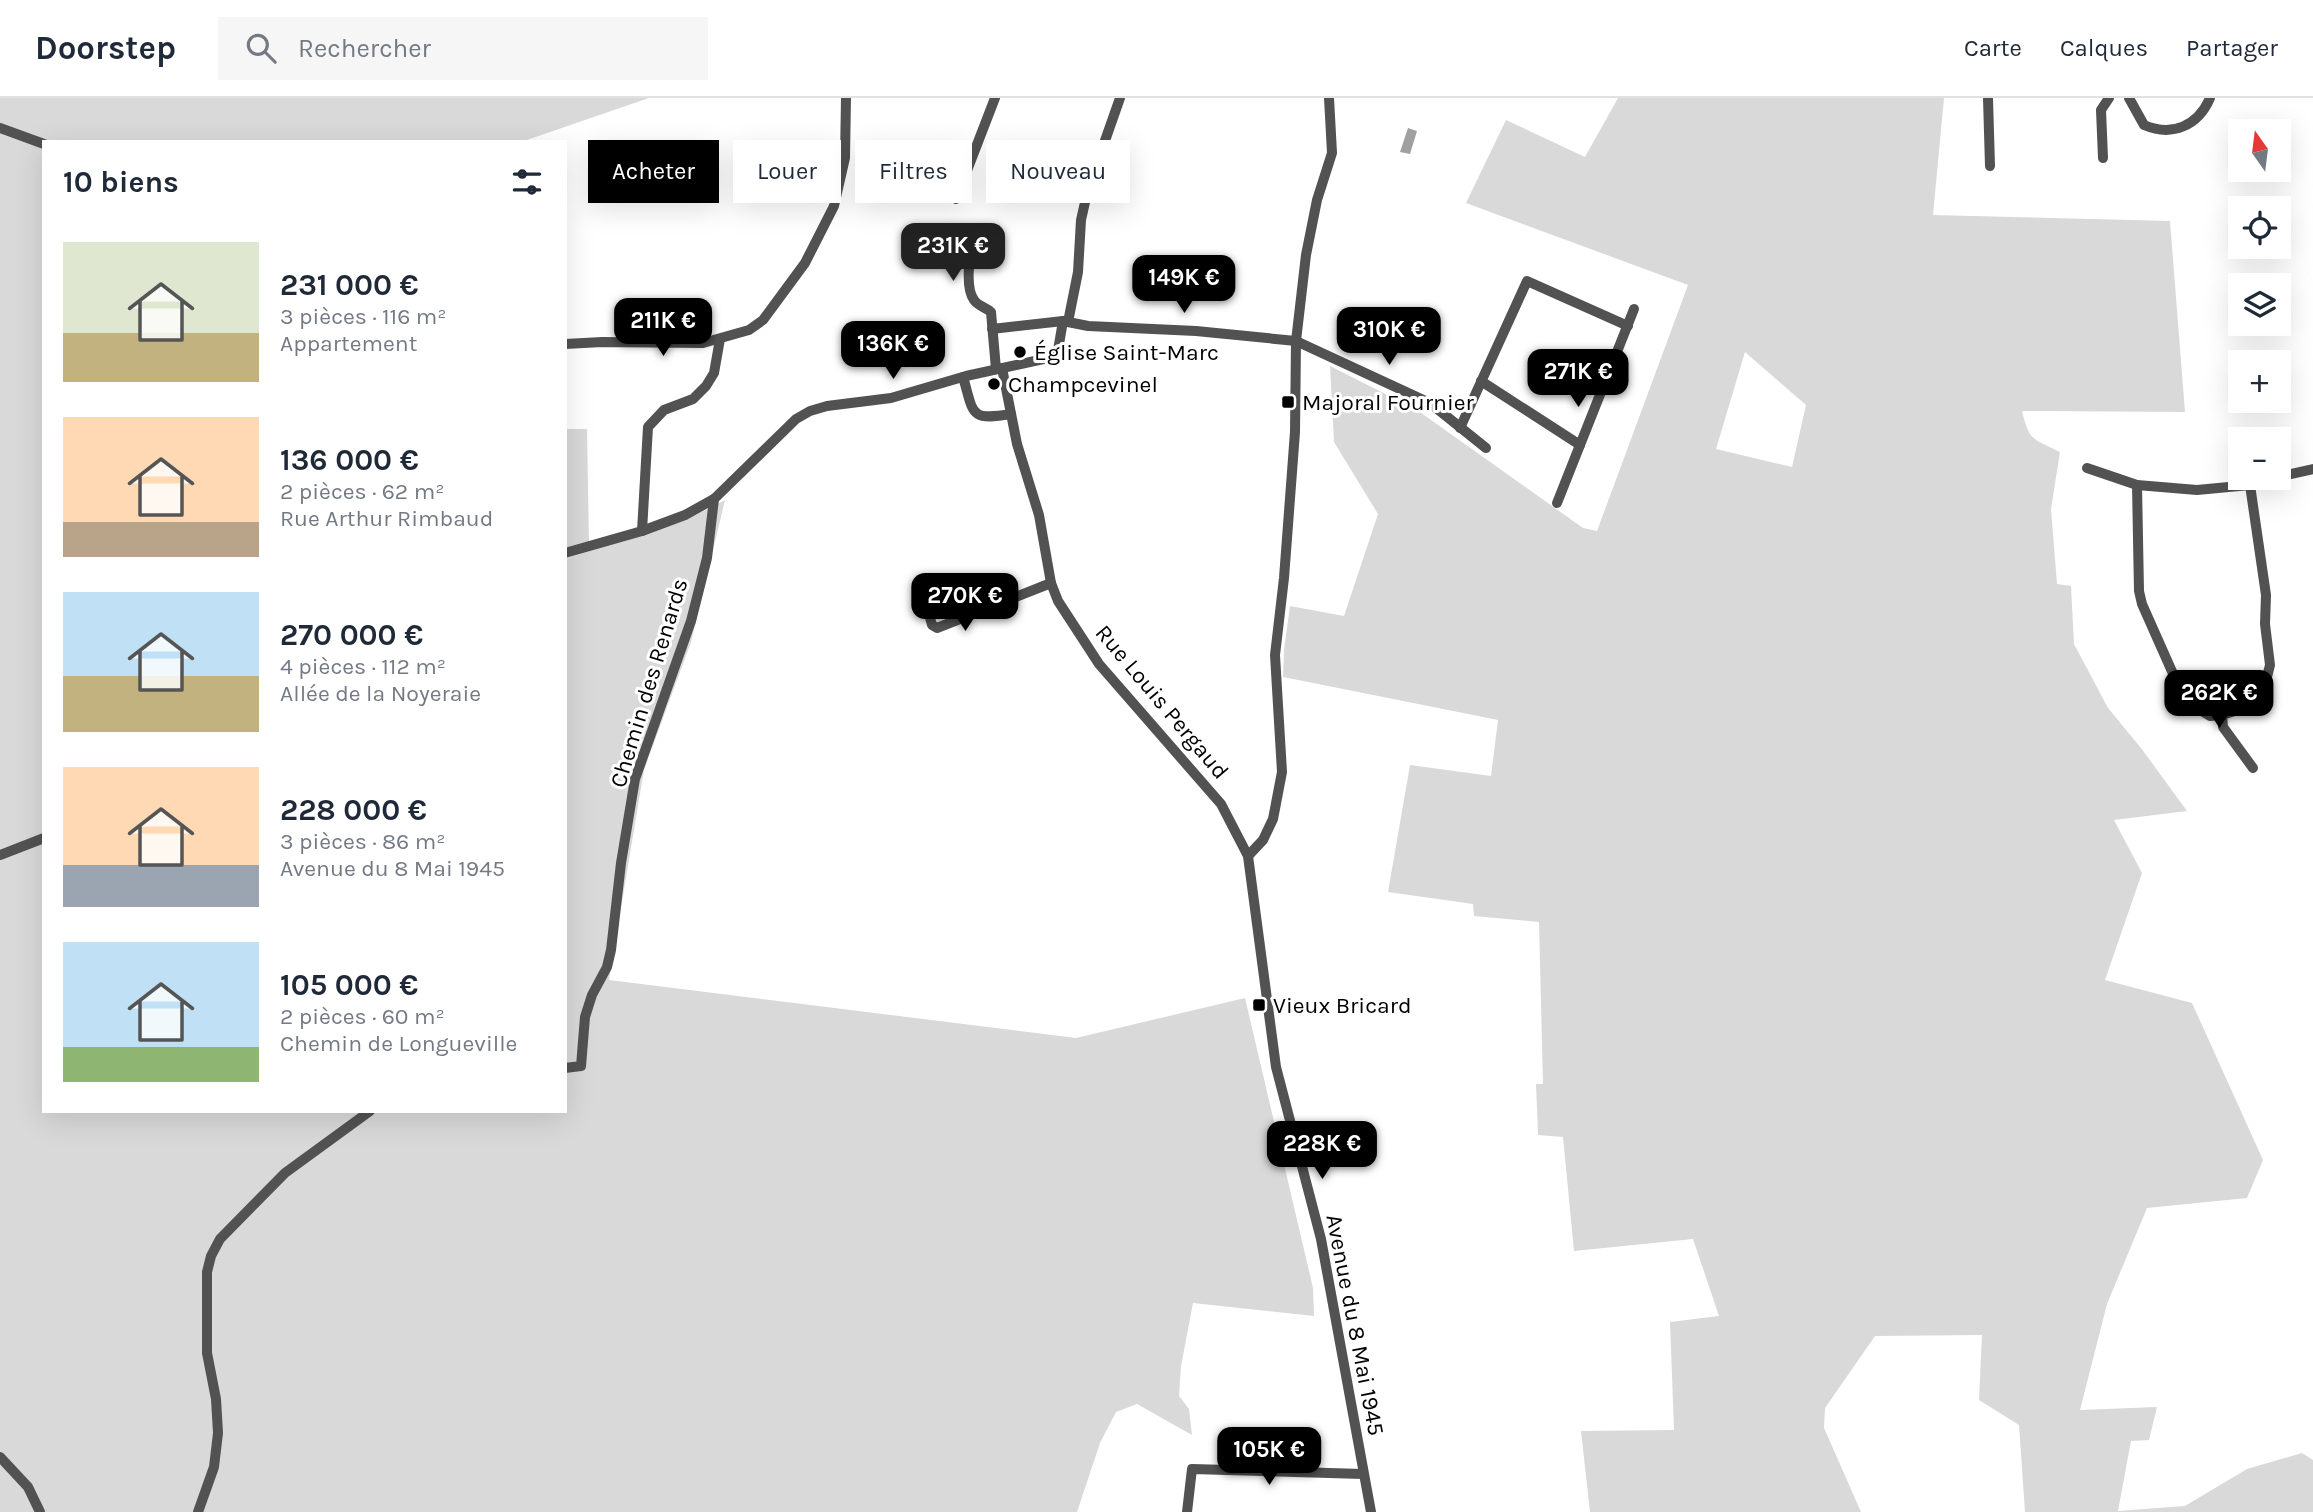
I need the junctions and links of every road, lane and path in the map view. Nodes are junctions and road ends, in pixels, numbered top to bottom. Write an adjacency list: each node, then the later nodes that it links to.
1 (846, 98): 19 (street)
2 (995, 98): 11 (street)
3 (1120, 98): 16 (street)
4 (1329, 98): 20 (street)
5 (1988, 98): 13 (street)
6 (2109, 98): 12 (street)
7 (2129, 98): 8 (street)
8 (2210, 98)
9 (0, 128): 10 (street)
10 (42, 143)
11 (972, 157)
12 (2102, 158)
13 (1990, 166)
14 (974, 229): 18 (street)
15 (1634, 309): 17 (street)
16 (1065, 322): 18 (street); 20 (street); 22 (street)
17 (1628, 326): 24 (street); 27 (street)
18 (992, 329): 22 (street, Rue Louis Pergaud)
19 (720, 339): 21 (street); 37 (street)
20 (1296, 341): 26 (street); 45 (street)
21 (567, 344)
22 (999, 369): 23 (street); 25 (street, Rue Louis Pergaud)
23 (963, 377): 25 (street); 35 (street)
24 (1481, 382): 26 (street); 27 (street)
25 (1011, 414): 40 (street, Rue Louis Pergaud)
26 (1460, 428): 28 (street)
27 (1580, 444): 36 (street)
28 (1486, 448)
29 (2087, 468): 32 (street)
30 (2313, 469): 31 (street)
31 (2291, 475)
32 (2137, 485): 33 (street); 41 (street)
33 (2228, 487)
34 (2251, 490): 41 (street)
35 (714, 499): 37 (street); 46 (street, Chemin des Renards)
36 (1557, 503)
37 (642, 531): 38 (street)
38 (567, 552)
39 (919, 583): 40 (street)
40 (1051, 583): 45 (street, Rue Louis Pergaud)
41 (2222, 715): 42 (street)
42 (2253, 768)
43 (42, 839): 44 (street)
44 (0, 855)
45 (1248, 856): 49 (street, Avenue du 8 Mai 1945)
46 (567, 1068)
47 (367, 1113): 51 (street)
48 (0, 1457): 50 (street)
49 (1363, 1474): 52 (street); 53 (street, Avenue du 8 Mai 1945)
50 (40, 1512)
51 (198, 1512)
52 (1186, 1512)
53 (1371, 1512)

» **What you will do**:
Whenever you reach a picture, pass over it; print all the other material exactly.

» **Solution for this task**:
I need the junctions and links of every road, lane and path in the map view. Nodes are junctions and road ends, in pixels, numbered top to bottom. Write an adjacency list: each node, then the later nodes that it links to.
1 (846, 98): 19 (street)
2 (995, 98): 11 (street)
3 (1120, 98): 16 (street)
4 (1329, 98): 20 (street)
5 (1988, 98): 13 (street)
6 (2109, 98): 12 (street)
7 (2129, 98): 8 (street)
8 (2210, 98)
9 (0, 128): 10 (street)
10 (42, 143)
11 (972, 157)
12 (2102, 158)
13 (1990, 166)
14 (974, 229): 18 (street)
15 (1634, 309): 17 (street)
16 (1065, 322): 18 (street); 20 (street); 22 (street)
17 (1628, 326): 24 (street); 27 (street)
18 (992, 329): 22 (street, Rue Louis Pergaud)
19 (720, 339): 21 (street); 37 (street)
20 (1296, 341): 26 (street); 45 (street)
21 (567, 344)
22 (999, 369): 23 (street); 25 (street, Rue Louis Pergaud)
23 (963, 377): 25 (street); 35 (street)
24 (1481, 382): 26 (street); 27 (street)
25 (1011, 414): 40 (street, Rue Louis Pergaud)
26 (1460, 428): 28 (street)
27 (1580, 444): 36 (street)
28 (1486, 448)
29 (2087, 468): 32 (street)
30 (2313, 469): 31 (street)
31 (2291, 475)
32 (2137, 485): 33 (street); 41 (street)
33 (2228, 487)
34 (2251, 490): 41 (street)
35 (714, 499): 37 (street); 46 (street, Chemin des Renards)
36 (1557, 503)
37 (642, 531): 38 (street)
38 (567, 552)
39 (919, 583): 40 (street)
40 (1051, 583): 45 (street, Rue Louis Pergaud)
41 (2222, 715): 42 (street)
42 (2253, 768)
43 (42, 839): 44 (street)
44 (0, 855)
45 (1248, 856): 49 (street, Avenue du 8 Mai 1945)
46 (567, 1068)
47 (367, 1113): 51 (street)
48 (0, 1457): 50 (street)
49 (1363, 1474): 52 (street); 53 (street, Avenue du 8 Mai 1945)
50 (40, 1512)
51 (198, 1512)
52 (1186, 1512)
53 (1371, 1512)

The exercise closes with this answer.